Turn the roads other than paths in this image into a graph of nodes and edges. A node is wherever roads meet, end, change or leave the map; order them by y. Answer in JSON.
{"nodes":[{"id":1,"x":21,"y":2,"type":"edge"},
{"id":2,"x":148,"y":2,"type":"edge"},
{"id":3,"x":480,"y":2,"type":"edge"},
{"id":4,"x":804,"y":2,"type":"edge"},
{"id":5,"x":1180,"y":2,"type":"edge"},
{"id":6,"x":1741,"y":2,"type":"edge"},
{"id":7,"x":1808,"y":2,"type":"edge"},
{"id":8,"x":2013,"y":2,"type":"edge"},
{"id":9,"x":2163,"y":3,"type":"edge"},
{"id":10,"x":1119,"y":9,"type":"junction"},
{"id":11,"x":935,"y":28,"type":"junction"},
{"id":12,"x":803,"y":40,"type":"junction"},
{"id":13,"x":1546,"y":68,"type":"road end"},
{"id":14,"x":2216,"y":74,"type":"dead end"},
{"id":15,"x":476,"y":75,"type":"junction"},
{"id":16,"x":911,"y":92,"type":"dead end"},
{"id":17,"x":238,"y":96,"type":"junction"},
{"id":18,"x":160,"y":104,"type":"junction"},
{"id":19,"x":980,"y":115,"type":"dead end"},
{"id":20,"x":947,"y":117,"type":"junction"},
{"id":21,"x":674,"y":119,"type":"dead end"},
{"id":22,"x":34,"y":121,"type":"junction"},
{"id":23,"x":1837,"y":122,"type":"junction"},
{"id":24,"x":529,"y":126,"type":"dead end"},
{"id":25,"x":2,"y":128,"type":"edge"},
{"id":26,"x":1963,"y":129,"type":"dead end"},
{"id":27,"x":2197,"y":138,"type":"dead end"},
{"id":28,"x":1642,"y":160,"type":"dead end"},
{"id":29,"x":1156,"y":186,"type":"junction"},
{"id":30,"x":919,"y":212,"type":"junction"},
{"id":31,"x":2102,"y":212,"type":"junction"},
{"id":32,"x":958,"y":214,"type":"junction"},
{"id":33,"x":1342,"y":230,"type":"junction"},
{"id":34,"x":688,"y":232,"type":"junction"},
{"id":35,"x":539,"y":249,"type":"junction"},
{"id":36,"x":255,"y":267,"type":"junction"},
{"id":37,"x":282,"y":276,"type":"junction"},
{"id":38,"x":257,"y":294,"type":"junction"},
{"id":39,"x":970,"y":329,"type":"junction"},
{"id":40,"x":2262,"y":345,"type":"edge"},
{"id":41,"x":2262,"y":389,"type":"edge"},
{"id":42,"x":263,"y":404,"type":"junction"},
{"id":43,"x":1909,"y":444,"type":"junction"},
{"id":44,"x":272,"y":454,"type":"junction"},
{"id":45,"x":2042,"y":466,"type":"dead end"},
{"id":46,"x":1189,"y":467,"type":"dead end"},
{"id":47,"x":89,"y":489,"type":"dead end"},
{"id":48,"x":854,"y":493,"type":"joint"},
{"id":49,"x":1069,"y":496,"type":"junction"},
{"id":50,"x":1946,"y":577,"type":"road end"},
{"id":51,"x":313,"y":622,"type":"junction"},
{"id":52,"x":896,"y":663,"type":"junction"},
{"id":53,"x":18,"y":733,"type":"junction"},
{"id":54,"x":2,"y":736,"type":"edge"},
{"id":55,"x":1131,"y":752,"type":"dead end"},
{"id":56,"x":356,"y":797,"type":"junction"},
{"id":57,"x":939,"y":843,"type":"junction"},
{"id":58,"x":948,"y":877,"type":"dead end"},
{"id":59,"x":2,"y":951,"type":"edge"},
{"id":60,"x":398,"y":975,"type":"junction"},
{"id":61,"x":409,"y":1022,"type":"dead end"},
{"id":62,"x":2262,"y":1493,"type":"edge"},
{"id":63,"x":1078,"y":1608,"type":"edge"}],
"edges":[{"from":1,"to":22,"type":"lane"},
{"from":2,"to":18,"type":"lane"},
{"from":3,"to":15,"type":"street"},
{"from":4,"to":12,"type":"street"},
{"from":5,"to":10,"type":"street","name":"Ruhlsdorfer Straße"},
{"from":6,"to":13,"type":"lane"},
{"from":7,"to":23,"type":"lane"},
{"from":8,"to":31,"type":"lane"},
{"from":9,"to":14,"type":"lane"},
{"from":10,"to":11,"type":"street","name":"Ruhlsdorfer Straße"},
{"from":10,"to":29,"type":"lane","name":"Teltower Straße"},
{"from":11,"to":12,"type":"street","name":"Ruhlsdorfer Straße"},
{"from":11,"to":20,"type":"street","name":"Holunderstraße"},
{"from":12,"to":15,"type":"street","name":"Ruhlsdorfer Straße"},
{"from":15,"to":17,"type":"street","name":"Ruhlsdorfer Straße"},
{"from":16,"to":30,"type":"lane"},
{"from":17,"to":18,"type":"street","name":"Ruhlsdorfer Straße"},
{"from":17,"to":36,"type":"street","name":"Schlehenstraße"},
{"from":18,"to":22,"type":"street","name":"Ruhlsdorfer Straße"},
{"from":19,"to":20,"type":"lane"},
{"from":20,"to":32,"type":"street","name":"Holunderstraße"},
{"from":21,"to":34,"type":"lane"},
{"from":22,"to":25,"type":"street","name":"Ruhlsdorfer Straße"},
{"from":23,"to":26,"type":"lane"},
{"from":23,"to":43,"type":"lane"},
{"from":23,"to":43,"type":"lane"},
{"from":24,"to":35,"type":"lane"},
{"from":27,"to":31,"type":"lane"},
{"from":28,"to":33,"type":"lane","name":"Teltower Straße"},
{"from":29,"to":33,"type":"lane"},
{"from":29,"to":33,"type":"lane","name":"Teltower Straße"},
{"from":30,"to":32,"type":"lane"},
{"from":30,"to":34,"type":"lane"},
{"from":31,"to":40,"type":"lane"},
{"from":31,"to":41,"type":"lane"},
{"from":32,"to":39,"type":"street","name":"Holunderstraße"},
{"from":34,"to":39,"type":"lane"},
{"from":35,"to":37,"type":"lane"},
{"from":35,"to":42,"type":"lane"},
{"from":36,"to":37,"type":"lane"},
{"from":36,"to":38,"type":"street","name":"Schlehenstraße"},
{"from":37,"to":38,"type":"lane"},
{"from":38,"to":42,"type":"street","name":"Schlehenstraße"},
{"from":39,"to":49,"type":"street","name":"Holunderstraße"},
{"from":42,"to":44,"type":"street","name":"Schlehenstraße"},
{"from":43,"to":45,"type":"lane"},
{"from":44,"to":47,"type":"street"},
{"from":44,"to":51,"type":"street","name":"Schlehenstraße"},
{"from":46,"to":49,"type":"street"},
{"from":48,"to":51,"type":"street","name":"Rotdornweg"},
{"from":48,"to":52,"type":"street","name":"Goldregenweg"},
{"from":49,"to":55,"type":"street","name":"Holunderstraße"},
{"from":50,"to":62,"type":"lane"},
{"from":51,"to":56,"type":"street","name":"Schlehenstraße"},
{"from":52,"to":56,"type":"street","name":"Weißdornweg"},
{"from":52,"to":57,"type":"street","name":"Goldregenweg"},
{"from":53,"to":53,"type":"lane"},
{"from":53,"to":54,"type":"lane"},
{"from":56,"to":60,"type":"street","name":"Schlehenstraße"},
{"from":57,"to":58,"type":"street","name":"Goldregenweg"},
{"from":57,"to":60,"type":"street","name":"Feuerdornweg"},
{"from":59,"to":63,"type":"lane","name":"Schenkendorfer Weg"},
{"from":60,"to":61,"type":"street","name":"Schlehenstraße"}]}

----

*Work instruction*
Check each line of the data for the word "Holunderstraße", then state only how many lines hold it.

*Task output*
5